If a stock doesn’t fit the relevant criteria it can be removed immediately rather
than sitting in the ETF for months until the underlying index is updated.


In 2016 and 2017 the ETF achieved returns of 16.7% and 20.1% respectively but in 2018, a tough year for equities in general, it turned in a negative performance of -15.9% which shows that the strategy isn’t a guaranteed winner.

Mark Fitzgerald, Vanguard’s head of ETF product development in Europe, says the product stands out in the way it is constructed as it seeks to capture the so-called ‘illiquidity premium’ without the unintended bias towards small cap stocks.

‘In this space it is a struggle to find an appropriate competitor product. Most of the development around this area tends to be around small caps.

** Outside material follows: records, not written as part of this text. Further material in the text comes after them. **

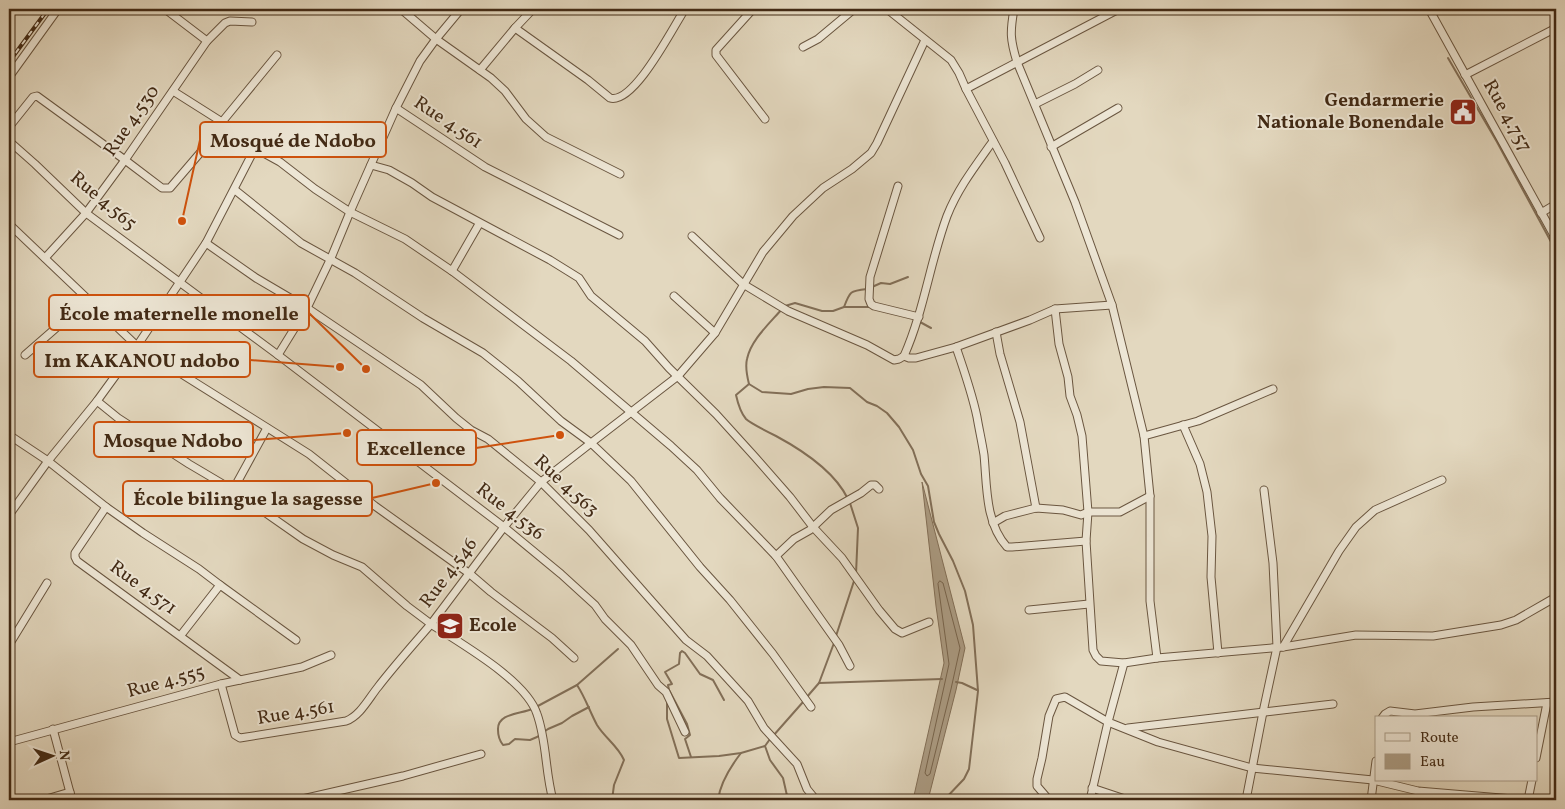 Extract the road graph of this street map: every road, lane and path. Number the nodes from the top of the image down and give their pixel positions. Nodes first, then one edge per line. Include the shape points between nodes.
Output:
1 (58, 9) edge
2 (165, 9) edge
3 (401, 9) edge
4 (461, 9) edge
5 (533, 9) edge
6 (686, 9) edge
7 (753, 9) edge
8 (854, 9) edge
9 (887, 9) edge
10 (1014, 9) edge
11 (1119, 9) edge
12 (1429, 9) edge
13 (252, 22) dead end
14 (515, 28) junction
15 (1556, 28) edge
16 (436, 39) junction
17 (925, 40) junction
18 (207, 41) junction
19 (803, 47) dead end
20 (277, 55) dead end
21 (1017, 62) junction
22 (480, 70) junction
23 (1098, 70) dead end
24 (1465, 75) junction
25 (9, 77) edge
26 (966, 89) junction
27 (173, 91) junction
28 (1035, 104) junction
29 (396, 108) junction
30 (1118, 108) dead end
31 (766, 119) dead end
32 (222, 122) junction
33 (9, 126) edge
34 (9, 141) edge
35 (993, 141) junction
36 (1052, 147) junction
37 (126, 160) junction
38 (371, 165) junction
39 (620, 174) dead end
40 (898, 186) dead end
41 (234, 190) junction
42 (1556, 204) edge
43 (350, 212) junction
44 (86, 213) junction
45 (1541, 213) junction
46 (9, 224) edge
47 (480, 224) junction
48 (619, 235) dead end
49 (692, 236) dead end
50 (1040, 238) dead end
51 (1556, 240) edge
52 (206, 243) junction
53 (45, 258) junction
54 (331, 258) junction
55 (452, 271) junction
56 (180, 282) junction
57 (743, 284) junction
58 (674, 296) dead end
59 (88, 300) junction
60 (1112, 305) junction
61 (307, 308) junction
62 (1055, 309) junction
63 (919, 317) junction
64 (996, 332) junction
65 (714, 333) junction
66 (137, 346) junction
67 (956, 347) junction
68 (25, 355) dead end
69 (278, 355) junction
70 (904, 356) junction
71 (678, 376) junction
72 (1273, 389) dead end
73 (97, 401) junction
74 (631, 412) junction
75 (1184, 426) junction
76 (267, 428) junction
77 (9, 435) edge
78 (1144, 436) junction
79 (590, 443) junction
80 (48, 461) junction
81 (1442, 480) dead end
82 (541, 482) junction
83 (879, 489) dead end
84 (233, 490) junction
85 (1264, 490) dead end
86 (1150, 496) junction
87 (106, 507) junction
88 (1036, 508) junction
89 (1088, 512) junction
90 (9, 515) edge
91 (993, 523) junction
92 (504, 527) junction
93 (813, 527) junction
94 (1086, 541) junction
95 (776, 556) junction
96 (470, 574) junction
97 (47, 583) dead end
98 (220, 586) junction
99 (1556, 597) edge
100 (1089, 604) junction
101 (1029, 610) dead end
102 (930, 622) dead end
103 (431, 624) junction
104 (181, 635) junction
105 (296, 640) dead end
106 (9, 644) edge
107 (1280, 647) junction
108 (1218, 653) junction
109 (331, 655) dead end
110 (574, 658) dead end
111 (1157, 658) junction
112 (1124, 663) junction
113 (850, 666) dead end
114 (240, 680) junction
115 (221, 684) junction
116 (1556, 702) edge
117 (1547, 703) junction
118 (1333, 704) dead end
119 (810, 707) dead end
120 (1263, 712) junction
121 (1384, 716) edge
122 (1108, 722) junction
123 (1127, 728) junction
124 (53, 729) junction
125 (685, 732) dead end
126 (9, 742) edge
127 (1538, 748) edge
128 (481, 754) dead end
129 (1375, 767) edge
130 (1252, 768) junction
131 (1373, 780) junction
132 (1381, 782) edge
133 (1531, 782) edge
134 (1092, 788) junction
135 (70, 792) junction
136 (43, 800) edge
137 (72, 800) edge
138 (298, 800) edge
139 (553, 800) edge
140 (816, 800) edge
141 (1049, 800) edge
142 (1090, 800) edge
143 (1128, 800) edge
144 (1246, 800) edge
145 (1371, 800) edge
146 (1526, 800) edge

1 - 25 street
2 - 18 street
3 - 16 street
4 - 16 street
5 - 14 street
6 - 14 street via 642,78 615,100
7 - 31 street via 716,50 716,56
8 - 19 street via 818,39
9 - 17 street
10 - 21 street via 1010,33
11 - 21 street
12 - 24 street, Rue 4.757
13 - 18 street, Rue 4.530 via 237,20 225,23
14 - 22 street
15 - 24 street
16 - 22 street
16 - 29 street via 420,61
17 - 26 street via 951,60
17 - 57 street, Rue 4.546 via 871,153 823,188 793,216 763,252
18 - 27 street, Rue 4.530
20 - 32 street
21 - 26 street
21 - 28 street
22 - 39 street via 505,91 526,119 546,137
23 - 28 street
24 - 45 street, Rue 4.757
26 - 35 street
27 - 32 street
27 - 37 street, Rue 4.530
28 - 36 street
29 - 38 street, Rue 4.561
29 - 48 street, Rue 4.561 via 485,167
30 - 36 street
32 - 37 street via 170,188 162,188
33 - 37 street via 37,96
34 - 44 street, Rue 4.565
35 - 50 street
35 - 63 street via 966,178 948,215
36 - 60 street
37 - 44 street, Rue 4.530
38 - 43 street, Rue 4.561
38 - 47 street via 389,170
40 - 63 street via 870,277 869,299 874,306
41 - 43 street via 254,152 260,151
41 - 52 street
41 - 54 street via 301,243
42 - 45 street
43 - 54 street, Rue 4.561
43 - 55 street via 405,239
44 - 53 street, Rue 4.530
44 - 56 street, Rue 4.565
45 - 51 street, Rue 4.757
46 - 53 street
47 - 55 street
47 - 71 street via 579,278 591,296 644,340
49 - 57 street
52 - 56 street
52 - 61 street, Rue 4.563
53 - 59 street
54 - 61 street, Rue 4.561
54 - 79 street via 483,353
55 - 74 street via 571,360
56 - 66 street
56 - 69 street, Rue 4.536
57 - 65 street, Rue 4.546
57 - 70 street via 788,311 894,360
58 - 65 street
59 - 66 street
59 - 68 street
60 - 62 street
60 - 78 street
61 - 69 street, Rue 4.561
61 - 82 street, Rue 4.563 via 421,385 456,418
62 - 64 street
62 - 89 street via 1070,396 1082,436
63 - 70 street
64 - 67 street
64 - 88 street via 1020,422
65 - 71 street, Rue 4.546
66 - 73 street
66 - 76 street
67 - 70 street via 916,358
67 - 91 street via 977,416
69 - 92 street, Rue 4.536
71 - 74 street, Rue 4.546
71 - 93 street via 755,457
72 - 75 street
73 - 80 street
73 - 84 street via 163,448
74 - 79 street, Rue 4.546
74 - 95 street via 697,470
75 - 78 street
75 - 108 street via 1200,464 1207,492
76 - 84 street
76 - 96 street via 309,454
77 - 80 street
78 - 86 street
79 - 82 street, Rue 4.546
79 - 119 street via 631,481 774,654
80 - 87 street
80 - 90 street
81 - 107 street via 1375,510 1356,527
82 - 92 street, Rue 4.546
82 - 140 street, Rue 4.563 via 595,536 686,640 707,656 748,701 764,728 797,764 807,789
83 - 93 street via 871,485 831,510
84 - 103 street via 303,539 362,567
85 - 107 street
86 - 89 street via 1120,512
86 - 111 street via 1150,601
87 - 98 street
87 - 104 street, Rue 4.571 via 75,557
88 - 89 street via 1081,515
88 - 91 street via 1005,516
89 - 94 street
91 - 94 street via 1007,547
92 - 96 street, Rue 4.546
92 - 125 street, Rue 4.536 via 568,580 632,645 666,692
93 - 95 street
93 - 102 street via 842,558 898,632 907,632
94 - 100 street
95 - 113 street
96 - 103 street, Rue 4.546
96 - 110 street
97 - 106 street
98 - 104 street
98 - 105 street
99 - 107 street via 1501,625 1433,636 1356,635
100 - 101 street
100 - 112 street via 1096,656 1101,661
103 - 115 street, Rue 4.561 via 350,720 240,738 235,735
103 - 139 street, Rue 4.546 via 507,677 530,700 540,724
104 - 114 street, Rue 4.571
107 - 108 street
107 - 120 street
108 - 111 street
109 - 114 street, Rue 4.555 via 302,667
111 - 112 street
112 - 122 street
114 - 115 street, Rue 4.555
115 - 124 street, Rue 4.555
116 - 117 street
117 - 121 street via 1415,714 1390,711
117 - 127 street
118 - 120 street
120 - 123 street
120 - 130 street
122 - 123 street
122 - 134 street
122 - 141 street via 1065,697 1056,699 1049,716 1036,779 1037,786
123 - 130 street via 1158,742
124 - 126 street, Rue 4.555
124 - 135 street
128 - 138 street
129 - 131 street
130 - 131 street
130 - 144 street
131 - 145 street
132 - 146 street via 1418,791
133 - 146 street
134 - 142 street
134 - 143 street
135 - 136 street
135 - 137 street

‘People traditionally have focused on small cap positioning with an understanding of what that means and the premium to be had – that is that shares are less liquid and are not traded as efficiently.’

Fitzgerald explains that at the same time as delivering the factor-based exposure, there is a focus on maintaining diversification. ‘The philosophy here is very much in line with John C Bogle’s maxim of not looking for the needle in the haystack and just buying
the haystack.’

The factor-based ETF can choose from a large list of global stocks and will often have thousands of holdings, aiming for around a third of the available universe.

Fitzgerald adds that while capturing lower liquidity stocks, Vanguard looks to avoid a situation where that might compromise the liquidity of the overall portfolio.


Vanguard Global Liquidity Factor is part of a quartet of ETFs, launched in 2015, which track global stocks based on different ‘factors’ which are defined as underlying investment drivers that explain the performance of markets – see table.

The roster comprises actively managed ETFs focused on value, liquidity, momentum and minimum volatility. All four have an ongoing charge of 0.22%.

The minimum volatility ETF uses a model which is designed to measure stocks’ exposure to a variety of factors that drive volatility such as sector, liquidity, size, value and growth. The model also assesses the interaction between these factors and their impact on the overall volatility of the portfolio.

The momentum-based instrument looks for stocks which have performed relatively strongly on a six-month and 12-month basis.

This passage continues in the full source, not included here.